- _WHAT THE EXERCISE ASKS_: The expected output is the complete data, reproduced exactly.

━━━━━━━━━━━━━━━━━━━━

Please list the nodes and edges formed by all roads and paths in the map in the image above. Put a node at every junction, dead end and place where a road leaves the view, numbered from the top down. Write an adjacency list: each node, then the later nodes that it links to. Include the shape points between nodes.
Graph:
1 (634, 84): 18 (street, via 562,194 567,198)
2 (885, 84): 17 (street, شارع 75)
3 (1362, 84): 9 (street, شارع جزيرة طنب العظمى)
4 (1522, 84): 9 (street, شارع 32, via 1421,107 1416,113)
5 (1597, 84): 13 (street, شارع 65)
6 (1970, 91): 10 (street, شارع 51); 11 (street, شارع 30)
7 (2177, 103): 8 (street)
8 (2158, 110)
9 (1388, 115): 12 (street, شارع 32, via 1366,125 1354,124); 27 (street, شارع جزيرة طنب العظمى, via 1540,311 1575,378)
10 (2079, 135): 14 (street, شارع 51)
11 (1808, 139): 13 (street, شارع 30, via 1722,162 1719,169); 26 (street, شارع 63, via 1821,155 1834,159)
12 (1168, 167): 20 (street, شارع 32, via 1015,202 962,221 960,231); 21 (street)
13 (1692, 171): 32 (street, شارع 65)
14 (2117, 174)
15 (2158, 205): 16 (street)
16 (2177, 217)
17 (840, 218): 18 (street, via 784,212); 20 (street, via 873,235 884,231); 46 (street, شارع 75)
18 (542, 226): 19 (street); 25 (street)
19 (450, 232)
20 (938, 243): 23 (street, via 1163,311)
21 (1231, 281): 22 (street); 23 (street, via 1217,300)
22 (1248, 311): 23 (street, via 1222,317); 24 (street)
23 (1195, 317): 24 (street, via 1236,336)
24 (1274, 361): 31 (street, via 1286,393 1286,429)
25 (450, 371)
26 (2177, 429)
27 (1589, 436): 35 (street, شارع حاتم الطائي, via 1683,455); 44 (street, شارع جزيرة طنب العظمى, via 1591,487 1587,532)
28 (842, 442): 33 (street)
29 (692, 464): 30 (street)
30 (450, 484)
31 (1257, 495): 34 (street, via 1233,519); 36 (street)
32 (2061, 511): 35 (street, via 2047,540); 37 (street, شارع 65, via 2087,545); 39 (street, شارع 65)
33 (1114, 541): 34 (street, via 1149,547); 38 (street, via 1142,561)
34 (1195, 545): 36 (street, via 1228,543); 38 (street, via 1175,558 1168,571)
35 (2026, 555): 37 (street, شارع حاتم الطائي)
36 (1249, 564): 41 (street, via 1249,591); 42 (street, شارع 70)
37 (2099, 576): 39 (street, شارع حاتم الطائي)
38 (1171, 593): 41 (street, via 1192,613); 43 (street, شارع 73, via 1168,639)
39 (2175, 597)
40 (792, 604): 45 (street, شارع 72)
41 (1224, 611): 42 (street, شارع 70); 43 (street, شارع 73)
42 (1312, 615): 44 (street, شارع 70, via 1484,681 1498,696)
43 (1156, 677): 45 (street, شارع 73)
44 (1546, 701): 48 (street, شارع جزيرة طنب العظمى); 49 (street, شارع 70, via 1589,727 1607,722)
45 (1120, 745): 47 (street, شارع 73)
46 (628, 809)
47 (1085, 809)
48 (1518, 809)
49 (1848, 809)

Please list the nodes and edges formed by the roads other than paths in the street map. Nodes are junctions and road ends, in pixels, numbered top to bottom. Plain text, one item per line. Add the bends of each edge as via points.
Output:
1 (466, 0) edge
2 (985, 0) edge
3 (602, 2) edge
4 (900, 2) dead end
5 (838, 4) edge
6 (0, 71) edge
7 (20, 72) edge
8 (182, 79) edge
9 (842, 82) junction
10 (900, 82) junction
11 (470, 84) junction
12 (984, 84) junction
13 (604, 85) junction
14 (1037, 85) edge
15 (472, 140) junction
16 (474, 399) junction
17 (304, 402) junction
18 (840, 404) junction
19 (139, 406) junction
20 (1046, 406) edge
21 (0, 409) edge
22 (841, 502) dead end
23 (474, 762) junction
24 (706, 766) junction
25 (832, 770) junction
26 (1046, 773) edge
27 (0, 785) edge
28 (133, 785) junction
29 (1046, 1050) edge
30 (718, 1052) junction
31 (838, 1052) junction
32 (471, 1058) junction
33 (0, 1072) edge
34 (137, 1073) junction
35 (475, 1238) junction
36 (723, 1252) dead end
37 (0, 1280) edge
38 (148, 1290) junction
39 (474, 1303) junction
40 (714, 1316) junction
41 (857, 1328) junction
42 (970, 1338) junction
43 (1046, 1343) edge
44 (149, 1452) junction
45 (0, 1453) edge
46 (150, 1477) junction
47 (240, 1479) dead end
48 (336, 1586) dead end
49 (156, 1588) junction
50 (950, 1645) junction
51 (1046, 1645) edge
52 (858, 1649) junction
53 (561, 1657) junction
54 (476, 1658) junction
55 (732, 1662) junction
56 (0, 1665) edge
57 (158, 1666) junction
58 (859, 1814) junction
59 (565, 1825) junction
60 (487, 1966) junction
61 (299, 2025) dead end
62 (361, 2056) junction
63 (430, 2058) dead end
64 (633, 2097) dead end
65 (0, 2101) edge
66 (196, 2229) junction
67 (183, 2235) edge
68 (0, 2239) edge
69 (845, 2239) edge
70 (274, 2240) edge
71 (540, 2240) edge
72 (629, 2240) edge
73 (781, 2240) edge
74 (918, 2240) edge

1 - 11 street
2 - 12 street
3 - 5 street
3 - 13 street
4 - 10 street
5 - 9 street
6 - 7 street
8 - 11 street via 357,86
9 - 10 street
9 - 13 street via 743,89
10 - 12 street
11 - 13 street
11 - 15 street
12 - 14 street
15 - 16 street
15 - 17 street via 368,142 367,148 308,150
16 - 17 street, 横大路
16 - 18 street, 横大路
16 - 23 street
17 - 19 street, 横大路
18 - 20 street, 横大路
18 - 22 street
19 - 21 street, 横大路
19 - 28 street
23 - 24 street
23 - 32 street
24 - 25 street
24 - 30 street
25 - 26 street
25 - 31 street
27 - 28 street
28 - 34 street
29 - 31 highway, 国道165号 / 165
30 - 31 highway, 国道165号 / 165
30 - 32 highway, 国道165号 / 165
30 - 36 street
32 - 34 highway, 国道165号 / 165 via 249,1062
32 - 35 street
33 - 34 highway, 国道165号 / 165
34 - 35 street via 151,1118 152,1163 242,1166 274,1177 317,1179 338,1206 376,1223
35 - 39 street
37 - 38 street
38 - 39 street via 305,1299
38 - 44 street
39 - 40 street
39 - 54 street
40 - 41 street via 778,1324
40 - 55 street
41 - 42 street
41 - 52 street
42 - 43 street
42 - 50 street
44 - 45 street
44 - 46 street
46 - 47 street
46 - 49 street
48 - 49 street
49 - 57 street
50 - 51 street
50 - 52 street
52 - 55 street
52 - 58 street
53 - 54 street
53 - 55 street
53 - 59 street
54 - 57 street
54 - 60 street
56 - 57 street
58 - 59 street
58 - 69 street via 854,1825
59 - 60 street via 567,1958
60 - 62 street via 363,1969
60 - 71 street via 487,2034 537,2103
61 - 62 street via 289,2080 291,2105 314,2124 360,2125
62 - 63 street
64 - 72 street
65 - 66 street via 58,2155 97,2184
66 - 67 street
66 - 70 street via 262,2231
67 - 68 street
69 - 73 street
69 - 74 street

━━━━━━━━━━━━━━━━━━━━

- _WRITTEN ANSWER_:
Please list the nodes and edges formed by all roads and paths in the map in the image above. Put a node at every junction, dead end and place where a road leaves the view, numbered from the top down. Write an adjacency list: each node, then the later nodes that it links to. Include the shape points between nodes.
Graph:
1 (634, 84): 18 (street, via 562,194 567,198)
2 (885, 84): 17 (street, شارع 75)
3 (1362, 84): 9 (street, شارع جزيرة طنب العظمى)
4 (1522, 84): 9 (street, شارع 32, via 1421,107 1416,113)
5 (1597, 84): 13 (street, شارع 65)
6 (1970, 91): 10 (street, شارع 51); 11 (street, شارع 30)
7 (2177, 103): 8 (street)
8 (2158, 110)
9 (1388, 115): 12 (street, شارع 32, via 1366,125 1354,124); 27 (street, شارع جزيرة طنب العظمى, via 1540,311 1575,378)
10 (2079, 135): 14 (street, شارع 51)
11 (1808, 139): 13 (street, شارع 30, via 1722,162 1719,169); 26 (street, شارع 63, via 1821,155 1834,159)
12 (1168, 167): 20 (street, شارع 32, via 1015,202 962,221 960,231); 21 (street)
13 (1692, 171): 32 (street, شارع 65)
14 (2117, 174)
15 (2158, 205): 16 (street)
16 (2177, 217)
17 (840, 218): 18 (street, via 784,212); 20 (street, via 873,235 884,231); 46 (street, شارع 75)
18 (542, 226): 19 (street); 25 (street)
19 (450, 232)
20 (938, 243): 23 (street, via 1163,311)
21 (1231, 281): 22 (street); 23 (street, via 1217,300)
22 (1248, 311): 23 (street, via 1222,317); 24 (street)
23 (1195, 317): 24 (street, via 1236,336)
24 (1274, 361): 31 (street, via 1286,393 1286,429)
25 (450, 371)
26 (2177, 429)
27 (1589, 436): 35 (street, شارع حاتم الطائي, via 1683,455); 44 (street, شارع جزيرة طنب العظمى, via 1591,487 1587,532)
28 (842, 442): 33 (street)
29 (692, 464): 30 (street)
30 (450, 484)
31 (1257, 495): 34 (street, via 1233,519); 36 (street)
32 (2061, 511): 35 (street, via 2047,540); 37 (street, شارع 65, via 2087,545); 39 (street, شارع 65)
33 (1114, 541): 34 (street, via 1149,547); 38 (street, via 1142,561)
34 (1195, 545): 36 (street, via 1228,543); 38 (street, via 1175,558 1168,571)
35 (2026, 555): 37 (street, شارع حاتم الطائي)
36 (1249, 564): 41 (street, via 1249,591); 42 (street, شارع 70)
37 (2099, 576): 39 (street, شارع حاتم الطائي)
38 (1171, 593): 41 (street, via 1192,613); 43 (street, شارع 73, via 1168,639)
39 (2175, 597)
40 (792, 604): 45 (street, شارع 72)
41 (1224, 611): 42 (street, شارع 70); 43 (street, شارع 73)
42 (1312, 615): 44 (street, شارع 70, via 1484,681 1498,696)
43 (1156, 677): 45 (street, شارع 73)
44 (1546, 701): 48 (street, شارع جزيرة طنب العظمى); 49 (street, شارع 70, via 1589,727 1607,722)
45 (1120, 745): 47 (street, شارع 73)
46 (628, 809)
47 (1085, 809)
48 (1518, 809)
49 (1848, 809)

Please list the nodes and edges formed by the roads other than paths in the street map. Nodes are junctions and road ends, in pixels, numbered top to bottom. Plain text, one item per line. Add the bends of each edge as via points.
Output:
1 (466, 0) edge
2 (985, 0) edge
3 (602, 2) edge
4 (900, 2) dead end
5 (838, 4) edge
6 (0, 71) edge
7 (20, 72) edge
8 (182, 79) edge
9 (842, 82) junction
10 (900, 82) junction
11 (470, 84) junction
12 (984, 84) junction
13 (604, 85) junction
14 (1037, 85) edge
15 (472, 140) junction
16 (474, 399) junction
17 (304, 402) junction
18 (840, 404) junction
19 (139, 406) junction
20 (1046, 406) edge
21 (0, 409) edge
22 (841, 502) dead end
23 (474, 762) junction
24 (706, 766) junction
25 (832, 770) junction
26 (1046, 773) edge
27 (0, 785) edge
28 (133, 785) junction
29 (1046, 1050) edge
30 (718, 1052) junction
31 (838, 1052) junction
32 (471, 1058) junction
33 (0, 1072) edge
34 (137, 1073) junction
35 (475, 1238) junction
36 (723, 1252) dead end
37 (0, 1280) edge
38 (148, 1290) junction
39 (474, 1303) junction
40 (714, 1316) junction
41 (857, 1328) junction
42 (970, 1338) junction
43 (1046, 1343) edge
44 (149, 1452) junction
45 (0, 1453) edge
46 (150, 1477) junction
47 (240, 1479) dead end
48 (336, 1586) dead end
49 (156, 1588) junction
50 (950, 1645) junction
51 (1046, 1645) edge
52 (858, 1649) junction
53 (561, 1657) junction
54 (476, 1658) junction
55 (732, 1662) junction
56 (0, 1665) edge
57 (158, 1666) junction
58 (859, 1814) junction
59 (565, 1825) junction
60 (487, 1966) junction
61 (299, 2025) dead end
62 (361, 2056) junction
63 (430, 2058) dead end
64 (633, 2097) dead end
65 (0, 2101) edge
66 (196, 2229) junction
67 (183, 2235) edge
68 (0, 2239) edge
69 (845, 2239) edge
70 (274, 2240) edge
71 (540, 2240) edge
72 (629, 2240) edge
73 (781, 2240) edge
74 (918, 2240) edge

1 - 11 street
2 - 12 street
3 - 5 street
3 - 13 street
4 - 10 street
5 - 9 street
6 - 7 street
8 - 11 street via 357,86
9 - 10 street
9 - 13 street via 743,89
10 - 12 street
11 - 13 street
11 - 15 street
12 - 14 street
15 - 16 street
15 - 17 street via 368,142 367,148 308,150
16 - 17 street, 横大路
16 - 18 street, 横大路
16 - 23 street
17 - 19 street, 横大路
18 - 20 street, 横大路
18 - 22 street
19 - 21 street, 横大路
19 - 28 street
23 - 24 street
23 - 32 street
24 - 25 street
24 - 30 street
25 - 26 street
25 - 31 street
27 - 28 street
28 - 34 street
29 - 31 highway, 国道165号 / 165
30 - 31 highway, 国道165号 / 165
30 - 32 highway, 国道165号 / 165
30 - 36 street
32 - 34 highway, 国道165号 / 165 via 249,1062
32 - 35 street
33 - 34 highway, 国道165号 / 165
34 - 35 street via 151,1118 152,1163 242,1166 274,1177 317,1179 338,1206 376,1223
35 - 39 street
37 - 38 street
38 - 39 street via 305,1299
38 - 44 street
39 - 40 street
39 - 54 street
40 - 41 street via 778,1324
40 - 55 street
41 - 42 street
41 - 52 street
42 - 43 street
42 - 50 street
44 - 45 street
44 - 46 street
46 - 47 street
46 - 49 street
48 - 49 street
49 - 57 street
50 - 51 street
50 - 52 street
52 - 55 street
52 - 58 street
53 - 54 street
53 - 55 street
53 - 59 street
54 - 57 street
54 - 60 street
56 - 57 street
58 - 59 street
58 - 69 street via 854,1825
59 - 60 street via 567,1958
60 - 62 street via 363,1969
60 - 71 street via 487,2034 537,2103
61 - 62 street via 289,2080 291,2105 314,2124 360,2125
62 - 63 street
64 - 72 street
65 - 66 street via 58,2155 97,2184
66 - 67 street
66 - 70 street via 262,2231
67 - 68 street
69 - 73 street
69 - 74 street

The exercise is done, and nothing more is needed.